Fighting with hard drives
TL;DR Link to heading
Changing kubelet’s root directory can break CSI drivers and other components. You can work around this, but the effort isn’t worth it: stick with the default /var/lib/kubelet.
Motivation Link to heading
I was setting up Kubernetes kubelet on a host with numerous NVMe drives . I thought “Let’s use this for ephemeral-storage in Kubernetes”. The host had no need for all these drives and Kubernetes could allow pods to claim them for ephemeral storage.
From the documentation,
ephemeral-storage is typically the root-dir for kubelet: /var/lib/kubelet.
Since the base path of Kubernetes is configurable my
initial thought was to mount the NVMe as RAID and change the kubelet base path to this
raid volume location. Kubelet has just
the parameter for this: --root-dir
–root-dir string Default: /var/lib/kubelet
Directory path for managing kubelet files (volume mounts, etc).
Here was my setup:
# make RAID at /raid
mdadm ...
mkdir -p /raid/kubelet mkdir -p /raid/containers #(TODO: containerd as well?)

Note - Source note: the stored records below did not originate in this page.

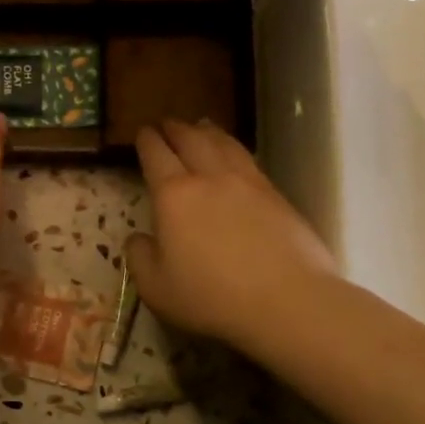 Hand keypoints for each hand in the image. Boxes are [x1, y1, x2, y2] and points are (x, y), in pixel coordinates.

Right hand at [125, 119, 336, 349]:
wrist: (286, 300)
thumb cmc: (211, 297)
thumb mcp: (156, 288)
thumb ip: (140, 259)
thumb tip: (139, 238)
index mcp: (174, 195)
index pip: (156, 155)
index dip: (147, 141)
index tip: (142, 132)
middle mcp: (210, 178)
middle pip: (191, 140)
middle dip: (175, 129)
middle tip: (168, 123)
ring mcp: (247, 182)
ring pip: (223, 144)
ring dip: (207, 132)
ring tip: (201, 126)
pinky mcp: (276, 194)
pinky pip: (248, 159)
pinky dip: (234, 148)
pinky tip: (235, 155) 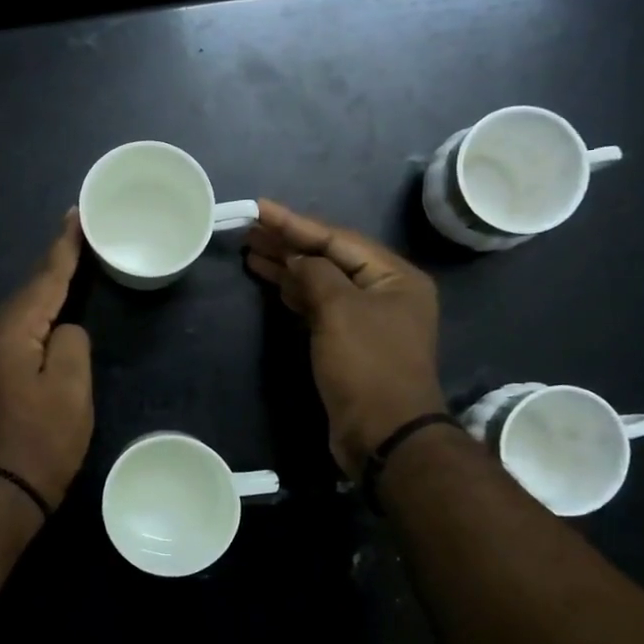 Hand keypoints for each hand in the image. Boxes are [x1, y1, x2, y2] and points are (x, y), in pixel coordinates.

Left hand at [0, 211, 93, 507]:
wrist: (0, 495)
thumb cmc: (42, 442)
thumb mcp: (70, 389)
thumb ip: (70, 344)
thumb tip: (62, 332)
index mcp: (8, 334)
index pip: (43, 281)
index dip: (64, 249)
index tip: (75, 216)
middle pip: (25, 294)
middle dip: (52, 268)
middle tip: (76, 239)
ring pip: (16, 317)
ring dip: (42, 297)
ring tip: (66, 274)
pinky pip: (10, 338)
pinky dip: (31, 324)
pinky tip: (45, 322)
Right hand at [245, 199, 445, 478]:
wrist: (383, 434)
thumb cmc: (366, 365)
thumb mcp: (339, 310)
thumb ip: (315, 274)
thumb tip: (296, 259)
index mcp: (394, 276)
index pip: (338, 239)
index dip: (295, 223)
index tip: (259, 209)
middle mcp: (385, 293)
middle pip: (330, 258)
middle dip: (289, 244)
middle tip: (249, 230)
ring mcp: (368, 320)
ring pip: (322, 283)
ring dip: (289, 268)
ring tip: (251, 252)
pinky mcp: (351, 344)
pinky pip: (320, 308)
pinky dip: (296, 295)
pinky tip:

kubelet --root-dir /raid/kubelet
Everything works! The node joins. I do kubectl describe node and see lots of available
ephemeral storage. Everything is great!
It wasn’t great Link to heading
Later, I noticed a pod couldn’t schedule. The pod requested a mount to a remote file system created by a CSI driver. The scheduler logs showed an error message like this:
pod/jacktest on node A fit failed: Insufficient cpu: 20
pod/jacktest on node B fit failed: Untolerated taint: nvidia.com/gpu
pod/jacktest on node C fit failed: Insufficient attachable-volumes-lustre-csi.hpe.com: 1
Initially, this error is very confusing to me. Reading off the other errors, like not enough CPUs, I
thought that there would be a node resource, maybe named lustre-csi.hpe.com inside the output
of kubectl describe node <X>. But it was very strange to me that a Lustre file system would be
a resource at all.
Instead, this resource was a CSI driver (obvious in retrospect). The idea is that pods can register a unix domain socket on the host and kubelet can communicate with the driver pod over the UDS using this gRPC spec. For UDS to work, there needs to be an expected location of the socket that is shared by the pod and the host. With that, the pod and host processes can communicate. If you’re using a CSI driver from the internet, it’s probably configured like this from the CSI driver docs
containers:
- name: my-csi-driver
volumeMounts:
- name: socket-dir
mountPath: /csi
- name: mountpoint-dir
mountPath: /var/lib/kubelet/pods
mountPropagation: "Bidirectional"
volumes:
# This volume is where the socket for kubelet->driver communication is done
- name: socket-dir
hostPath:
path: /var/lib/kubelet/plugins/<driver-name>
type: DirectoryOrCreate
# This volume is where the driver mounts volumes
- name: mountpoint-dir
hostPath:
path: /var/lib/kubelet/pods
type: Directory
# This volume is where the node-driver-registrar registers the plugin
# with kubelet
- name: registration-dir
hostPath:
path: /var/lib/kubelet/plugins_registry
type: Directory
The really important parts are hostPath and /var/lib/kubelet. Almost all CSI
drivers default to this path and some hard code it. Here is an example inside
the HewlettPackard Lustre driver
When you change the --root-dir of kubelet, it changes were to expect all these other drivers.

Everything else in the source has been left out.